4 Styles of Building Toys to Inspire Kids’ Creativity

When it comes to building toy sets, everyone knows Lego. The ubiquitous, high quality brand from Denmark boasts high-profile licensed themes that are tied to popular film, television and video games.

But Lego has been around for generations for good reason: it lets kids of all ages create whatever they can imagine using an open-ended building system. Not only is this style of play tremendously fun, it also promotes creative problem solving and fine motor skills.

Lego isn't the only game in town, either. Our stores stock many types of construction toys that offer similar opportunities to build and create, including Bric TekLaser PegsMeccanoMagformers, and Playstix. Each of these building systems brings something a little different to the table (or the floor, wherever the building happens).

Here is a quick look at the features of each building toy, and the development skills it targets.

Playstix

Ages: 4+

Model of house made with Playstix building toy

Playstix is the most recent addition to our stock of construction toys. These solid, interlocking plastic sticks are a great choice for kids as young as 4, and work much the same way as good old Lincoln Logs. Evenly spaced grooves ensure that the bits don’t shift around as they are stacked, but because Playstix are round, they allow for angled constructions. There is even a set of flexible pieces for building creatures and characters. 
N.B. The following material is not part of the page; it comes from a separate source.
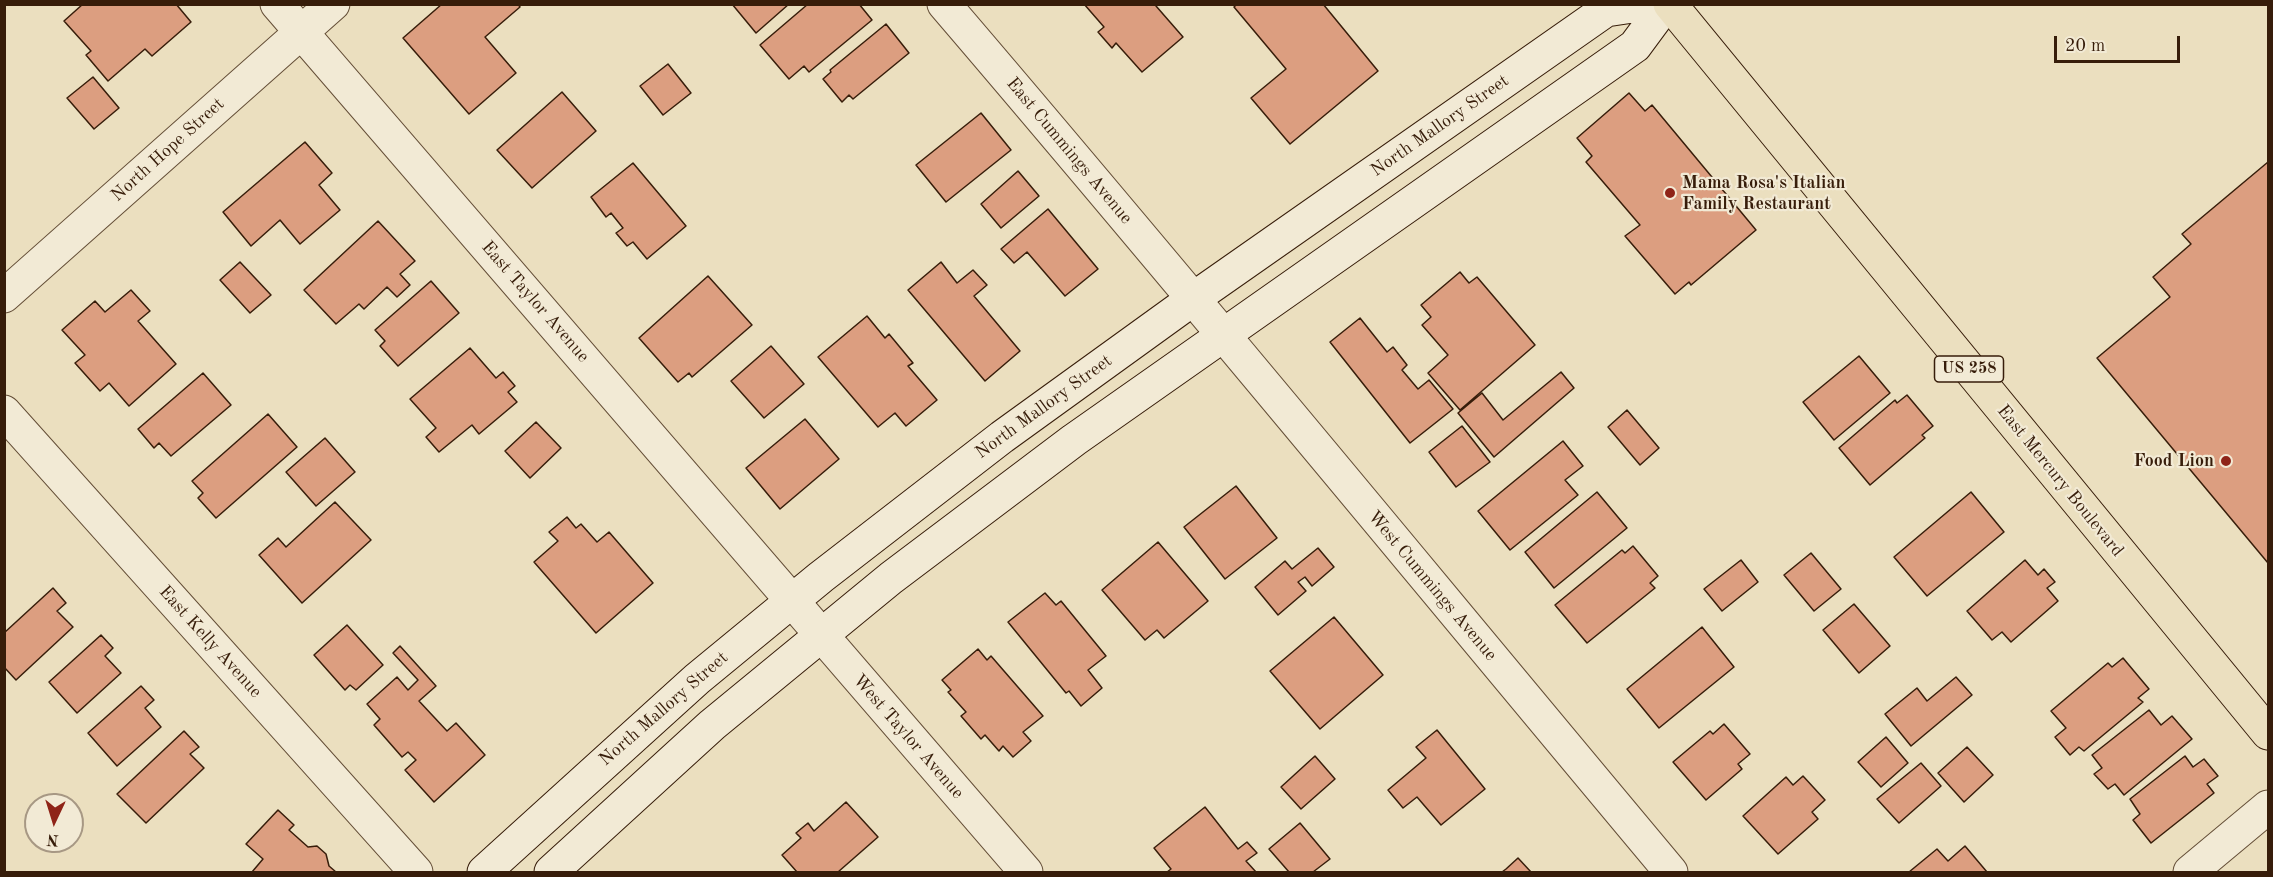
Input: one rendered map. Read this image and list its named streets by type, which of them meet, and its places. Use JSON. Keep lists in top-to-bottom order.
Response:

The individual sticks are colour-coded according to length, which makes it easier for kids to sort and plan their creations ahead of time, and the interlocking design means that their constructions will be reasonably stable if they take a soft bump. However, because they are held together by gravity, they can’t be lifted or shifted around much without some ingenuity. Nevertheless, Playstix is a unique toy, wonderful in its simplicity.

Magformers

Ages: 3+

Magformers are one of the more distinctive construction toys to come out in recent years. They are simple, robust, and colourful — great for children as young as 3 years old. Magformers are excellent for working on shape recognition, two- and three-dimensional geometry, and spatial reasoning.  

Each piece is made of sturdy plastic and contains a number of cylindrical rare-earth magnets that create a strong connection. One of the most satisfying ways to build with Magformers is to lay out the pieces on a flat surface and then lift them up to make a three-dimensional structure.  I personally love how it feels to play with this product, with the slight tug and pleasant click as the pieces connect. We have a demo set at the Appleby Line store, and we all find ourselves drawn to them as a delightful fiddle toy.

Meccano

Ages: 8+ (with some plastic sets for younger)

With its all-metal components and tools, Meccano sets are definitely for older children — generally 8 and up, though there are some plastic sets for younger kids. Because its made mostly of metal, Meccano is unmatched in durability. In fact, the basic design standards have been more or less the same since Meccano was invented at the turn of the twentieth century, so it is possible to use 100-year-old pieces interchangeably with even the most modern kits.

Kids will need advanced motor skills to use simple tools like a wrench and hex key, but cultivating these skills is valuable for real-world applications. But what really sets Meccano apart is the emphasis on working mechanics, with gears and pulleys. The ability to create models that work in some way has ensured Meccano’s popularity over generations, even attracting a serious community of adult hobbyists.  For more on Meccano, hop over to the post I wrote in 2014.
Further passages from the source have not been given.